The pretext for Operation Cast Lead is obligatorily described in Western media accounts as being the “thousands” of rockets that Hamas had been firing into Israel prior to the offensive, in violation of the cease-fire.
The truth is that from the start of the cease-fire in June until November 4, Hamas fired no rockets, despite numerous provocations from Israel, including stepped-up operations in the West Bank and Israeli soldiers taking pop-shots at Gazans across the border, resulting in several injuries and at least one death.
On November 4, it was again Israel who violated the cease-fire, with airstrikes and a ground invasion of Gaza that resulted in further deaths. Hamas finally responded with rocket fire, and from that point on the cease-fire was effectively over, with daily tit-for-tat attacks from both sides.
Despite Israel’s lack of good faith, Hamas offered to renew the cease-fire from the time it was set to officially expire in December. Israel rejected the offer, preferring instead to inflict violent collective punishment on the people of Gaza.
As the Israeli Intelligence and Terrorism Information Center noted, the truce “brought relative quiet to the western Negev population”, with 329 rocket and mortar attacks, “most of them during the month and a half after November 4″, when Israel had violated and effectively ended the truce. This stands in remarkable contrast to the 2,278 rocket and mortar attacks in the six months prior to the truce. Until November 4, the center also observed, “Hamas was careful to maintain the ceasefire.”
If Israel had desired to continue to mitigate the threat of Palestinian militant rocket attacks, it would have simply not ended the cease-fire, which was very highly effective in reducing the number of such attacks, including eliminating all such attacks by Hamas. It would not have instead resorted to violence, predictably resulting in a greatly escalated threat of retaliatory rocket and mortar attacks from Palestinian militant groups.
Moreover, even if Israel could claim that peaceful means had been exhausted and that a resort military force to act in self-defense to defend its civilian population was necessary, that is demonstrably not what occurred.

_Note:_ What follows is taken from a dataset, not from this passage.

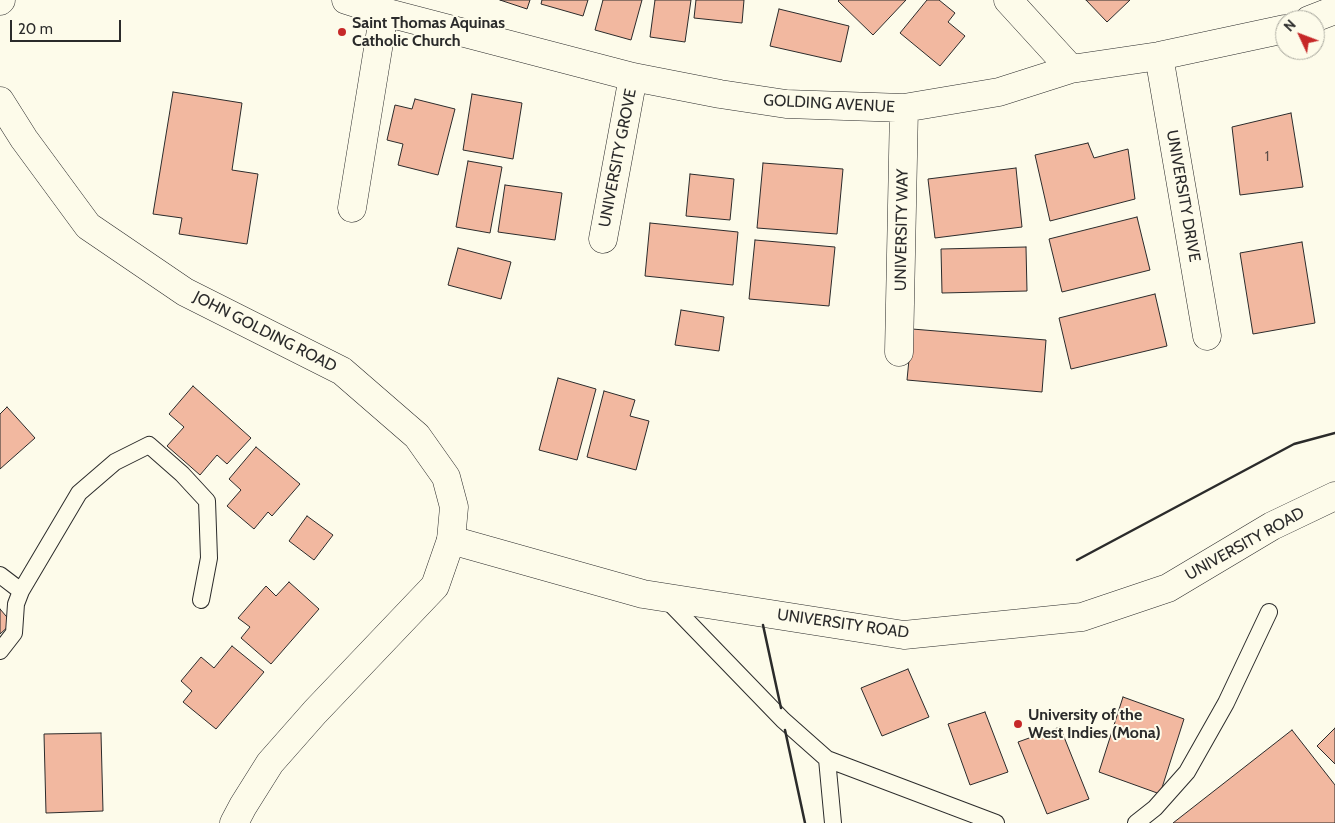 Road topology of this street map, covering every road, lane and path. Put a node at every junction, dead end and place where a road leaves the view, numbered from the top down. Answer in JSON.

Instead, Israel deliberately targeted the civilian population of Gaza with systematic and deliberate disproportionate and indiscriminate attacks on residential areas, hospitals, schools, and other locations with protected civilian status under international law.
As the respected international jurist who headed up the United Nations investigation into the assault, Richard Goldstone, has observed, the means by which Israel carried out Operation Cast Lead were not consistent with its stated aims, but was rather more indicative of a deliberate act of collective punishment of the civilian population.

Myth #8 – God gave the land to the Jews, so the Arabs are the occupiers.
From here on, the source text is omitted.